La struttura di “We Love Life” è tra le più bizzarre proposte dai Pulp. Mentre solitamente i brani più complessi e le suite venivano lasciati per la seconda metà dei dischi (“David’s Last Summer” in “His’n’Hers”, “F.E.E.L.I.N.G.C.A.L.L.E.D.L.O.V.E.” in “Different Class”, “Seductive Barry” in “This Is Hardcore”) qui tocca al ‘lato A’ raccogliere le sperimentazioni maggiori. Fa eccezione, direi, la sola “The Night That Minnie Timperley Died”, pop retrò zeppo di hand-clapping e soltanto un po’ dopato dal potente riff elettrico e dal basso distorto di Steve Mackey, perché la stessa “The Trees” si muove su percorsi solo apparentemente lineari: il pezzo, primo singolo estratto dal disco, è una strana ecloga autunnale sventolata dalle tastiere e piena di un’eco aerea che spinge le chitarre sullo sfondo, con un effetto di jingle jangle invecchiato in bottiglia. Nella seconda parte del brano, poi, Walker ricrea ad hoc, per l’intermezzo, lo stormire degli alberi, mentre un organo ricama melodie nostalgiche, sicché ne risulta un brano fonosimbolico, che mima, cioè, non solo nell’umore ma anche negli effetti acustici, ciò di cui parla, in un trionfo ottobrino («your skin so pale against the fallen autumn leaves») di grande efficacia.

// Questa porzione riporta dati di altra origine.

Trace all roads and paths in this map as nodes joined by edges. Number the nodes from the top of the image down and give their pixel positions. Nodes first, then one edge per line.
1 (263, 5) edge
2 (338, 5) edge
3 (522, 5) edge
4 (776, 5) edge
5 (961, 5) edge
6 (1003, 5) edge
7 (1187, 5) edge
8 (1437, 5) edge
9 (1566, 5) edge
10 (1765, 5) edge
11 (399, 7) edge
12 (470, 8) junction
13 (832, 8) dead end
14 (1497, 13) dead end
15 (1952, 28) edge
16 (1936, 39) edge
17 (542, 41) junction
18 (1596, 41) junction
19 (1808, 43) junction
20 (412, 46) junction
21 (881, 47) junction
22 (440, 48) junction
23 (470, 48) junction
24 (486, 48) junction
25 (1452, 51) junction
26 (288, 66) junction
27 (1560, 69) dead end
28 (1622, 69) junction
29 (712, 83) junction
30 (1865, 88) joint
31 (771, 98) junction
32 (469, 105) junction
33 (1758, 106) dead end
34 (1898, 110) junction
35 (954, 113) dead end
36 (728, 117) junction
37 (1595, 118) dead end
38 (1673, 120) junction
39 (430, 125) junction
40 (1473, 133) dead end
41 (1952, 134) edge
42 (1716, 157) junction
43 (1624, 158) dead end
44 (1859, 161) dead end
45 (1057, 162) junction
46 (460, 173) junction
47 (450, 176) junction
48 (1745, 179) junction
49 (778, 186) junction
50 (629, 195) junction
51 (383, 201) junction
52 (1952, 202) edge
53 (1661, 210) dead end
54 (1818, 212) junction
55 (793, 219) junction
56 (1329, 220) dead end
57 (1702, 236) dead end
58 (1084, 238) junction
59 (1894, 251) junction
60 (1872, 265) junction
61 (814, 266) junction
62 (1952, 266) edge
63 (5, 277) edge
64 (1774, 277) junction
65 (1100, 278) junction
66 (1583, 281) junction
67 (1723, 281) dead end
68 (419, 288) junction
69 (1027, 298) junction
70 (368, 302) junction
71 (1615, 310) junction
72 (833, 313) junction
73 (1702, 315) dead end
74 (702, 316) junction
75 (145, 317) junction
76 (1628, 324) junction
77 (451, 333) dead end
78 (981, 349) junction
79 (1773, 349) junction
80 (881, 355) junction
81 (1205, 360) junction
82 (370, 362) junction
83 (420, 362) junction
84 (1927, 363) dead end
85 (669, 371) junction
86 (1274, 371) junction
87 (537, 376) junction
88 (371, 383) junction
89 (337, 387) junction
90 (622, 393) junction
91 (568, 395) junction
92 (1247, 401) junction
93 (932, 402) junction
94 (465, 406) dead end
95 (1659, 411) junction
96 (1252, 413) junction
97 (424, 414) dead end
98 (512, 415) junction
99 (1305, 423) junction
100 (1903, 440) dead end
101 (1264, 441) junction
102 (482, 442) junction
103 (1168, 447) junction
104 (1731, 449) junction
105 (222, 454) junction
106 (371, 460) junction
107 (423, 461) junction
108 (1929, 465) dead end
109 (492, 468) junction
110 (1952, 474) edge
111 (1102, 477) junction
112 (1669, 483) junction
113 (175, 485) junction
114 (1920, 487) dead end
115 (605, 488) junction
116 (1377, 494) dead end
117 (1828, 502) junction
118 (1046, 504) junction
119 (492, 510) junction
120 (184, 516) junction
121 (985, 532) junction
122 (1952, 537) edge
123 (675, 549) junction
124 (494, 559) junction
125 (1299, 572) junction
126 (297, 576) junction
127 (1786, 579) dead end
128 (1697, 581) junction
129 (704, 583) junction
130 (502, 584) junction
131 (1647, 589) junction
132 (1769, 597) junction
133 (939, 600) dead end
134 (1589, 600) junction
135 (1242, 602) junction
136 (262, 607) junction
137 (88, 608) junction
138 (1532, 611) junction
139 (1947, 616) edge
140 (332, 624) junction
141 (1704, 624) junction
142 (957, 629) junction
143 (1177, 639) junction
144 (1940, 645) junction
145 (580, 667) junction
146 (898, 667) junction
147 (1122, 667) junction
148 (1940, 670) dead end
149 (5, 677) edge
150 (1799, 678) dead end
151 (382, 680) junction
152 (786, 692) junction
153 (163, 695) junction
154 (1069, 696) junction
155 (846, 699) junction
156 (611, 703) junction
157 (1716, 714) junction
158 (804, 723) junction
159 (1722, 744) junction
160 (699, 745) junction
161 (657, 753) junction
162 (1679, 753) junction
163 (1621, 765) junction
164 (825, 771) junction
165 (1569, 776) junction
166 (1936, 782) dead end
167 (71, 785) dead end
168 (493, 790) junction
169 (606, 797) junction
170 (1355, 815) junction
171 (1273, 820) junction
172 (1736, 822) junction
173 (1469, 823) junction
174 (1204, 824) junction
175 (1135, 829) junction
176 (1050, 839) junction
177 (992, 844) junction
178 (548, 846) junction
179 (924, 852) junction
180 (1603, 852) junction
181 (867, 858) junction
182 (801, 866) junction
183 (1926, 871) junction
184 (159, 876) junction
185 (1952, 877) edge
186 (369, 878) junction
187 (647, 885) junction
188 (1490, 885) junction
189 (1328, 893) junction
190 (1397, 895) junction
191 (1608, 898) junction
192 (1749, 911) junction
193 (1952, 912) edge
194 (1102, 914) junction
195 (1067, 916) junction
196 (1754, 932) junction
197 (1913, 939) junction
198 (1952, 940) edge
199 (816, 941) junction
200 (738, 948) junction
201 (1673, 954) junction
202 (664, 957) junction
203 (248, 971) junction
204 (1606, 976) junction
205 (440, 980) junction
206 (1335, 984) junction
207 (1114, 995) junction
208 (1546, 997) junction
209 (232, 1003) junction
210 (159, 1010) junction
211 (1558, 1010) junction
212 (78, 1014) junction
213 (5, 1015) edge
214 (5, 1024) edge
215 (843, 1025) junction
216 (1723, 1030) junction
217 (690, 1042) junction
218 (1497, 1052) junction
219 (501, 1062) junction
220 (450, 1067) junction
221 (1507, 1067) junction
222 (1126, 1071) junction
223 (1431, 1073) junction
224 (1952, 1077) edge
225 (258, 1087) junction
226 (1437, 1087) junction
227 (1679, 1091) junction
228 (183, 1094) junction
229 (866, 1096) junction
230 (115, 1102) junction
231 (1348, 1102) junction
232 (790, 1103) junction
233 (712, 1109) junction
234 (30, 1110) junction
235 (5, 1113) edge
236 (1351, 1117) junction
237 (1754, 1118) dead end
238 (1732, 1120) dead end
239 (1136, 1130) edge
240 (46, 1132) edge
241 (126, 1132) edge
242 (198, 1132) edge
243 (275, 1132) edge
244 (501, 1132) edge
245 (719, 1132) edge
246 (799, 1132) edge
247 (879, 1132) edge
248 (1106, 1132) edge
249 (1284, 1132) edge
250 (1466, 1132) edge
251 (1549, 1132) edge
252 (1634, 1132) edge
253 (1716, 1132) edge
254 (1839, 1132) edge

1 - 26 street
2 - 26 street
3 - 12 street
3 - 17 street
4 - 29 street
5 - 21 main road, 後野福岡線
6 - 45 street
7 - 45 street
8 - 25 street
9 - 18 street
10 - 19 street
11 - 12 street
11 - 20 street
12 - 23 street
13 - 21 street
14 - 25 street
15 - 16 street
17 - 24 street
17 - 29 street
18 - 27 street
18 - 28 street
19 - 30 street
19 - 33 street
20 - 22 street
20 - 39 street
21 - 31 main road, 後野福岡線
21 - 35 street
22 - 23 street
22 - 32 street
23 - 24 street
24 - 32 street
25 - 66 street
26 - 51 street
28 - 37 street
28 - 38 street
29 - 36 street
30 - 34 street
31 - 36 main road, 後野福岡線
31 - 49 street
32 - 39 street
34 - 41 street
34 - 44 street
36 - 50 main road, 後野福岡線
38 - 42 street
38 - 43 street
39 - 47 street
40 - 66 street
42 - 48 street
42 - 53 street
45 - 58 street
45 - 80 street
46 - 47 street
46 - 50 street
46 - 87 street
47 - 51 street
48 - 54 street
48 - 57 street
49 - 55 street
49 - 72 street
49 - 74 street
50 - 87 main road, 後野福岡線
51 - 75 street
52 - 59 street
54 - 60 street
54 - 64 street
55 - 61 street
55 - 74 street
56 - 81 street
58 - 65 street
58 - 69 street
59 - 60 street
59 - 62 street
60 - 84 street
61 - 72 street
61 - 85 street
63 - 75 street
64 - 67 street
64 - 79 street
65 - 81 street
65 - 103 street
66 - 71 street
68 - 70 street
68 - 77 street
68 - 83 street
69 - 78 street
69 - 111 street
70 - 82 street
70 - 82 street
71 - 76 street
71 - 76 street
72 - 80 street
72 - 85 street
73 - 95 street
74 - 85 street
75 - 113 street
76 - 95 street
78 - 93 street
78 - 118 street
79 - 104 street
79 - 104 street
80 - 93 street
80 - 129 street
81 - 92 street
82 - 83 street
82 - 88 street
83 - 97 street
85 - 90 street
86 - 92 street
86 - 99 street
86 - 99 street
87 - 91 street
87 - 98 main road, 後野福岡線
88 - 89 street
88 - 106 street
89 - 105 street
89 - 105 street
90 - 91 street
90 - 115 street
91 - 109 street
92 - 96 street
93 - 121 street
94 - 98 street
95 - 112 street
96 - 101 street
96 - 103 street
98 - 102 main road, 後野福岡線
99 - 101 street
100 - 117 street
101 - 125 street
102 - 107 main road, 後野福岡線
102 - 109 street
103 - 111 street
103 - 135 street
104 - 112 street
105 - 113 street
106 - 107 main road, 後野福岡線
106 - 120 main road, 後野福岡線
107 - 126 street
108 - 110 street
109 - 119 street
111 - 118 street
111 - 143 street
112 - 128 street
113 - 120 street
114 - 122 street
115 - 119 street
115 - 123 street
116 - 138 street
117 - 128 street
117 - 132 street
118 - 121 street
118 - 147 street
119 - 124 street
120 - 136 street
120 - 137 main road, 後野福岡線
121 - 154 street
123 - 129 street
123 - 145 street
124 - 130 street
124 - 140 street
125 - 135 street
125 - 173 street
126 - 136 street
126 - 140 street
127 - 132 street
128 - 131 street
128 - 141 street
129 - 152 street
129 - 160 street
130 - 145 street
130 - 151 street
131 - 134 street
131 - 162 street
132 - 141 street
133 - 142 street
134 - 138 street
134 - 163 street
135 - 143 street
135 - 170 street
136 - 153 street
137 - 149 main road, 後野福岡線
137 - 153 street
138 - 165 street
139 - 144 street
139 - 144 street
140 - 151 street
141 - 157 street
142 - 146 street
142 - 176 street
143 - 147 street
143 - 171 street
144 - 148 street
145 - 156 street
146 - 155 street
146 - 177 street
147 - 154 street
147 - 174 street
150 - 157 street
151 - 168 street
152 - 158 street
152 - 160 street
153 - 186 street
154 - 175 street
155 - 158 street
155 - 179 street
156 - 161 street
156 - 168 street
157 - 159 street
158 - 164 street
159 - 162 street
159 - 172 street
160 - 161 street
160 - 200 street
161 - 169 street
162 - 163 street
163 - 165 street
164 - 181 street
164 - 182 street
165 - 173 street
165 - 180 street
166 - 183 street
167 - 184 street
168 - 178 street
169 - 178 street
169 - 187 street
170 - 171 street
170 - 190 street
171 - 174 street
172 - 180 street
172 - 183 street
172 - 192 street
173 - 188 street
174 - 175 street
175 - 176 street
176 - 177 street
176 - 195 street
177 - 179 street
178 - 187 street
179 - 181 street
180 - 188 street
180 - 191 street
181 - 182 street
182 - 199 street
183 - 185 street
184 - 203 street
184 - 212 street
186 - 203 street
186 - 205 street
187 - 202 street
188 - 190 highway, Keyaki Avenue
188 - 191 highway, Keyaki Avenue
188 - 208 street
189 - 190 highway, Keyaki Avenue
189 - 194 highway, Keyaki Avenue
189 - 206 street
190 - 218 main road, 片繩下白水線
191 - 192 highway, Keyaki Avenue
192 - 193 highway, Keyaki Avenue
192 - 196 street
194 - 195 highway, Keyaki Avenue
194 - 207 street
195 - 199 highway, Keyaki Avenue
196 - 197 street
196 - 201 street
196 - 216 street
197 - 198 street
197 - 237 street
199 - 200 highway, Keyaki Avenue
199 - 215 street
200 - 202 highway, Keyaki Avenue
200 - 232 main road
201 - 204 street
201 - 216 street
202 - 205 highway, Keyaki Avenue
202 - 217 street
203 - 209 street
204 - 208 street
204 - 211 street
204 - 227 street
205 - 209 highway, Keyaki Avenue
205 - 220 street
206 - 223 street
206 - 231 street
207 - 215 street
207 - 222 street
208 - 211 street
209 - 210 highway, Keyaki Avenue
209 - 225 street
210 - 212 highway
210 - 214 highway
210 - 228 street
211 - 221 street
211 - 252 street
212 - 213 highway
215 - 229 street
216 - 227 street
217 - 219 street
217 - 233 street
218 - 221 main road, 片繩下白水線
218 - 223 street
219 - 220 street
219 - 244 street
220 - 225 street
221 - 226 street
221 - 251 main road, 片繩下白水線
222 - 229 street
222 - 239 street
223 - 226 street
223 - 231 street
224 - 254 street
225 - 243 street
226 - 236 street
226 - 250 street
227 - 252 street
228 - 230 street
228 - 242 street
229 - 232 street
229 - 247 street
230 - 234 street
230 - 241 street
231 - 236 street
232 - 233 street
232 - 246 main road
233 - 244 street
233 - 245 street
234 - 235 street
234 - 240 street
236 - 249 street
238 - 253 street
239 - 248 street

Una tecnica simile, votata a far parlare gli elementi naturalistici e a cercare la loro compenetrazione con le note, torna in “The Birds In Your Garden”, aperta e chiusa da una riproduzione virtuale del cinguettio degli uccelli, generato in un istituto specializzato nella ricerca dei suoni dell’università di Southampton. Lo zenit sperimentale del disco, da questa prospettiva, è però “Wickerman”. Suite di oltre otto minuti suddivisibile in quattro parti, la quinta pagina di questa sorta di erbario che è “We Love Life” rappresenta una delle vette dei Pulp interi. Cocker segue, tra spezzoni di spoken word intimistico (specie di annotazioni private fermate su nastro) e impennate melodiche teatrali, il tragitto di un oscuro canale che si interra dietro la stazione di Sheffield. Il cammino del fiumiciattolo dalla città verso la campagna diventa percorso ideale di liberazione ed esempio (utopico) di vita ritrovata, ma soprattutto guida per la struttura della canzone stessa. La prima parte, buia e umidiccia, stile “This Is Hardcore”, accompagnata da limature acciaiose, fotografa il sudiciume della periferia cittadina, mentre la seconda, nel duetto sincopato di acustica e archi, cerca di ristabilire un idillio impossibile (il canale lambisce il bar dove l’alter ego cockeriano baciò per la prima volta la sua lei: ma il ritorno del passato è impossibile). È la terza parte, rallentata fino all’intontimento, a lanciare il crescendo morriconiano del finale, quando Cocker immagina una fuga agreste e un’apertura del paesaggio («if we go just another mile we will surface surrounded by grass and trees») simulate nell’esplosione degli archi, quasi venissero a cadere tutti gli edifici grigi di smog che inquinavano la città, liberando, rispetto alle sezioni precedenti della suite, anche gli spazi sonori. L’evasione, però, è solo ipotetica, tanto che le ultime parole, di un fatalismo funesto («wherever the river may take us, wherever it wants us to go»), e i boati temporaleschi che chiudono il pezzo suggeriscono come l’unico sbocco possibile sia la morte. Cardine del disco, “Wickerman” esibisce, nella sua complessità, la straordinaria ricchezza della scrittura cockeriana e l’eterna fascinazione luttuosa dei Pulp più intensi.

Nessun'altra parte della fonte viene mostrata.